Ten women share a heady excitement this Mother’s Day morning in the Upper West Side home of a friend and I am among them. For the past two years we have been studying Avivah Zornberg’s. Murmuring Deep: Reflections on The Biblical Unconscious. As our completion of the book coincides with Dr Zornberg’s annual U.S. lecture tour, she has agreed to join us for an at-home siyyum or traditional celebration.
For the past two years, we have been on a collective journey; by studying Zornberg together, we have acquired navigation skills. We begin with a query raised by the Biblical text or the fate of a character, we look for clues in language, then bring in a wide scope of traditional commentaries. We overlay it all with an indispensable psychoanalytic lens. Then we redistill the message of the midrash and marvel at the expression of a similar thought somewhere in the repository of world literature. Only it is much more of a freely-associative flow than a precise formula.
If this were but an elegant and intricate exercise of the mind orchestrated by a leading Biblical commentator of our day, it would suffice. But the Zornberg journey has an inescapable personal component. It awakens a parallel inner quest, calling for self exploration, and beckoning the baring of souls. We are a diverse group, but we have bonded through this shared study and now we are welcoming Avivah into our midst.
Our guest settles in a high-backed armchair as a blossom-scented breeze arises from the river. I recall how she once described a blessing as a fragrant aroma, something ethereal and invisible, yet potent like perfume, leaving a trace, capable of shifting dispositions and prompting new awareness. A blessing, like a teaching, is a catalyst of personal refinement. We are, appropriately, in the period of the Omer, leading to Shavuot and revelation.
As requested, we have sent her questions in advance, but she lets us know she prefers to dispense with formal structure. Unmoored, I push the wrong button on my tape recorder leaving us without a historical record. But in keeping with the tone of the day, we have a potpourri of notes, a treasury of murmured insights, an assemblage of shorthand suggestions, the sort of intimated insights and glimpsed gems that always give Zornberg her unique sparkle.
On the eve of the Shavuot holiday when the heavens are auspiciously aligned, I recall how in all that she said there were whispered hints about increasing receptivity. In the season of revelation, she was diffusing infinite longing for a fullness of being. I decant from our notes so that we might share Avivah Zornberg’s teaching along with the blessing blowing on the scented breeze.
Seven Blessings for Shavuot:
Avivah Zornberg learned Torah from her father beginning at a young age. He had two daughters and he taught each of them at home, daily and separately. Share your learning with another, one on one, so she gets to know why she is unique and the many ways in which she is fully human.
God speaks to us through human beings. Therefore there is a great urgency for us to clear out anything that does not allow us to become our truest, most conductive selves. Take a few deep breaths as neshima is the Divine inspiration of the neshama, the soul.
Erotic energy informs and animates everything.

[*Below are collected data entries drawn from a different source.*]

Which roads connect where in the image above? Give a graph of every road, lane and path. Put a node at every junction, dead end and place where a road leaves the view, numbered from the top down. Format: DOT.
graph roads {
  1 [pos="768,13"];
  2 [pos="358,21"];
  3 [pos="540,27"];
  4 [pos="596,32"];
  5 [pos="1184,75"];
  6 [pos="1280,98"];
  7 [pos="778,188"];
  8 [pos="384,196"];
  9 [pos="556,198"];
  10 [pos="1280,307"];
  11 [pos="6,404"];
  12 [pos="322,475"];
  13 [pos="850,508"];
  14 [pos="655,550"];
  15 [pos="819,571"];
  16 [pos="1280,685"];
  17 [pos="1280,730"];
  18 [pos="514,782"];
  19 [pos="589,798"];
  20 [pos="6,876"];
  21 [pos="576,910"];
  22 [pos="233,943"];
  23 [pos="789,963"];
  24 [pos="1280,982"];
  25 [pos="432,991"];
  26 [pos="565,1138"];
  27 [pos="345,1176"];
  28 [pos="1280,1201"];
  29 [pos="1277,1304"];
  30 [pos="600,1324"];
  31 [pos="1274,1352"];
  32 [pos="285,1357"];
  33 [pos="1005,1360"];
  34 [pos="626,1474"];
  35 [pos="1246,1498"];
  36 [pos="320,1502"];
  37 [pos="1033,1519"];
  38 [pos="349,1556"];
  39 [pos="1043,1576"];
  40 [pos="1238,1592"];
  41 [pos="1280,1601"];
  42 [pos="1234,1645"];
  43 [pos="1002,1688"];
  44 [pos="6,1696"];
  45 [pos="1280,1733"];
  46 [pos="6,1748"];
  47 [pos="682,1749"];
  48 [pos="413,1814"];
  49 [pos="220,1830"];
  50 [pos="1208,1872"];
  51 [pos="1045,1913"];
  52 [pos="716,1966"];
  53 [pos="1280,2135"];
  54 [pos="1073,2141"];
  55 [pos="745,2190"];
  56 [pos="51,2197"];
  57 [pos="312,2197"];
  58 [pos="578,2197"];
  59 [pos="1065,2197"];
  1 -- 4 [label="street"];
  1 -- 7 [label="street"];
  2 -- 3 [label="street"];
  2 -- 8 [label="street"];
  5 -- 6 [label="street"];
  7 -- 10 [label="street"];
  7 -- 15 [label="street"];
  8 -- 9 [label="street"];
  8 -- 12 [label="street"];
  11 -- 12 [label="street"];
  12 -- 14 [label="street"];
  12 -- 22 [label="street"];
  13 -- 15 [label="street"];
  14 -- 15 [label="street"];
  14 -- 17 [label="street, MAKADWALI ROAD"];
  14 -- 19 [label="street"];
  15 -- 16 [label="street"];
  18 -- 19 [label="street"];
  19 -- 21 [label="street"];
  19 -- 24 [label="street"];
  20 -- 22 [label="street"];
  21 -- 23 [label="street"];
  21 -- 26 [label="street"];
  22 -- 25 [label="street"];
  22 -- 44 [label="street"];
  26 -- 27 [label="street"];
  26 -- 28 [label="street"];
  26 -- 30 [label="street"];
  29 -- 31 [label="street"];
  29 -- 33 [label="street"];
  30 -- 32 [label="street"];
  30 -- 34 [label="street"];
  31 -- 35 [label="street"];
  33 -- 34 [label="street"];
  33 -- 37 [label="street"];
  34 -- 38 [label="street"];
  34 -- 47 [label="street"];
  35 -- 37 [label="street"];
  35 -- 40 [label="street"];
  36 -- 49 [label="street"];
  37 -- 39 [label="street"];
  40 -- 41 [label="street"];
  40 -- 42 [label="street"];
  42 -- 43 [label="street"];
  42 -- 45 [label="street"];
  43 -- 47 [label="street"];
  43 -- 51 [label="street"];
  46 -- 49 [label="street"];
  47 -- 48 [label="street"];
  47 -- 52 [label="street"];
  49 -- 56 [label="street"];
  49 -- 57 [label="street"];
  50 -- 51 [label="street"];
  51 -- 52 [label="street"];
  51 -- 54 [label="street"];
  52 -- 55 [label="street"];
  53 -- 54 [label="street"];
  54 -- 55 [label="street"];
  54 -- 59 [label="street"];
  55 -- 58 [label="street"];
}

Love of another, or of God, love of this life, or of the spiritual life is the remaining adventure. Rapture .. desire.. seduction… all these speak of allowing ourselves to be plucked up and transported somewhere else. Even as things change, let life be informed by desire.
Communication takes place on the unconscious level. This is the realm of the midrash, of disturbance, provocation and ambiguity in the real world. The more we let that in, the richer our lives become and the closer we move to real understanding.
Women reside in the hidden sphere, the realm of soulfulness murmuring deep. The rush to compete out there and the willingness to attune to inwardness… each of these has a different quality. Women would do well to know the difference and move with grace between the two.
To be fully human we have to acknowledge the despair, the terror, the anger, the fear, the resentment of God. Reconciliation arises in stillness, in the nearly inaudible whisper of the heart.
Where might a human being stand? How do we hold the center with so little certainty, so much instability. Where is our platform? In the search for certainty we risk self-deception. Abiding truth comes to us as fragrant whispers, there is no need to proclaim.